English for Knowledge Graph Engineers: Graph Databases and Semantic Web Vocabulary

Learn the English vocabulary knowledge graph engineers use when discussing graph databases, RDF, ontologies, SPARQL, Cypher, and the semantic web.

Knowledge graphs power some of the most sophisticated systems in tech — Google’s Knowledge Graph, Amazon’s product graph, LinkedIn’s economic graph. Engineers who work in this domain speak a precise hybrid vocabulary drawn from database theory, formal logic, and web standards. Without it, discussions about ontologies, inference, and entity resolution sound impenetrable.

Graph Database Fundamentals

A graph database stores data as a network of nodes (entities — a person, a product, a company) and edges (relationships between entities — “WORKS_AT”, “PURCHASED”, “LOCATED_IN”). Both nodes and edges can have properties — key-value attributes like name, date, or price.

Edges can be directed (the relationship has a direction: Person A FOLLOWS Person B) or undirected (the relationship is symmetric: Person A IS_FRIENDS_WITH Person B). Each node or edge can have a label that defines its type — (:Person), (:Product), [:PURCHASED].

Cypher is the query language used by Neo4j. Its syntax is designed to look like ASCII art of a graph: MATCH (p:Person)-[:WORKS_AT]->(c:Company) WHERE c.name = 'Acme' RETURN p.name. Engineers often say: “Write a Cypher query to find all customers who purchased from the same vendor as this customer, within the last 30 days.”

Gremlin is a graph traversal language used by Apache TinkerPop-compatible databases (like Amazon Neptune and JanusGraph). It uses a fluent, step-based style: g.V().hasLabel('person').out('knows').values('name').

RDF and the Semantic Web

RDF (Resource Description Framework) is a W3C standard for representing knowledge as triples: subject-predicate-object. Each triple makes one statement about the world: (dbr:London, dbo:country, dbr:United_Kingdom). A collection of RDF triples forms a knowledge graph.

SPARQL is the query language for RDF data — analogous to SQL for relational databases. Engineers say: “Run a SPARQL query against the Wikidata endpoint to extract all chemical compounds with a molecular weight above 500 daltons.”

An ontology is a formal, machine-readable specification of concepts and the relationships between them.
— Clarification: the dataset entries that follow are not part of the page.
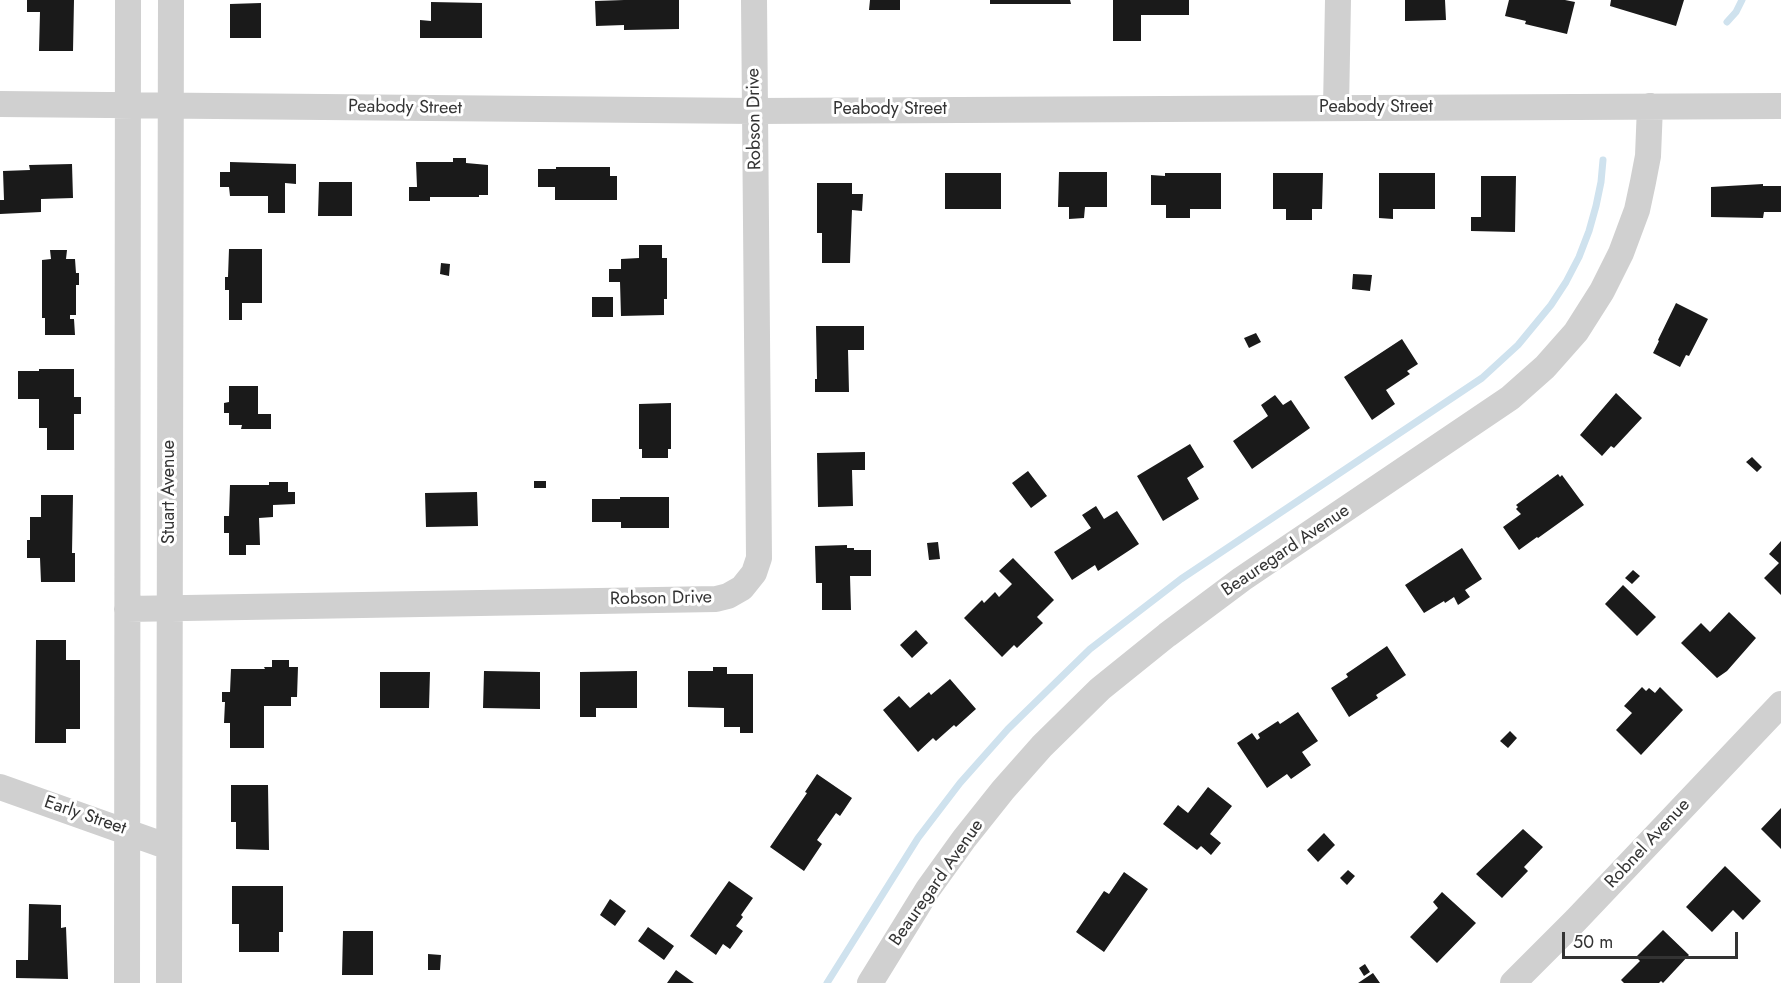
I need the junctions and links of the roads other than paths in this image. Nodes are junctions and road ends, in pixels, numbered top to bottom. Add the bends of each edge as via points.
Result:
1 (128, 0) edge
2 (171, 0) edge
3 (754, 0) edge
4 (1338, 0) edge
5 (0, 104) edge
6 (128, 105) junction
7 (171, 106) junction
8 (1650, 106) junction
9 (1781, 106) edge
10 (1336, 108) junction
11 (755, 111) junction
12 (128, 609) junction
13 (170, 609) junction
14 (1781, 704) edge
15 (0, 787) edge
16 (128, 831) junction
17 (169, 847) junction
18 (127, 983) edge
19 (168, 983) edge
20 (870, 983) edge
21 (1513, 983) edge

1 - 6 street
2 - 7 street, Stuart Avenue
3 - 11 street, Robson Drive
4 - 10 street
5 - 6 street, Peabody Street
6 - 7 street, Peabody Street
6 - 12 street
7 - 11 street, Peabody Street
7 - 13 street, Stuart Avenue
8 - 9 street, Peabody Street
8 - 10 street, Peabody Street
8 - 20 street, Beauregard Avenue via 1643,182 1621,253 1576,332 1545,368 1510,398 1242,579 1100,689 1042,746 964,839
10 - 11 street, Peabody Street
11 - 13 street, Robson Drive via 759,558 754,573 742,588 716,599
12 - 13 street, Robson Drive
12 - 16 street
13 - 17 street, Stuart Avenue
14 - 21 street, Robnel Avenue
15 - 16 street, Early Street
16 - 17 street, Early Street
16 - 18 street
17 - 19 street, Stuart Avenue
OWL (Web Ontology Language) is the W3C standard for writing ontologies. A reasoner is a software component that uses the rules defined in an ontology to infer new facts from existing data — for example, inferring that a cat is a mammal if the ontology defines “cat subClassOf mammal” and the data states “Whiskers is a cat.”

The semantic web is Tim Berners-Lee’s vision of a web of linked, machine-readable data. Linked data is the practice of publishing structured data on the web using URIs and RDF, so datasets can be connected across organisational boundaries. Schema.org is a shared vocabulary (a lightweight ontology) used by websites to annotate their HTML content for search engines.

Knowledge Graph Engineering in Practice

Entity resolution (also called record linkage or deduplication) is the process of identifying when two different data records refer to the same real-world entity. In a knowledge graph, you might have “Apple Inc.” and “Apple Computer Company” as separate nodes that should be merged. Engineers say: “The entity resolution pipeline is generating too many false positives — we need to tighten the blocking key strategy.”

Knowledge graph embedding is the technique of representing nodes and edges as dense vectors in a continuous space (embeddings), enabling ML models to reason over the graph — for link prediction, entity classification, and similarity search. Methods include TransE, DistMult, and RotatE.

Common phrases from engineering discussions:

  • “The ontology doesn’t model this relationship — we’ll need to extend the schema before ingesting this data source.”
  • “The reasoner is inferring too many spurious triples — the ontology has an over-broad axiom.”
  • “We need column-level provenance on every triple — which source system it came from and when.”

Next Steps

Explore the Wikidata SPARQL endpoint (query.wikidata.org) and run a simple query — it has an interactive editor with examples. Write the query in SPARQL and then describe what it does in one or two English sentences using the vocabulary from this article. Translating between code and English is the core skill this vocabulary unlocks.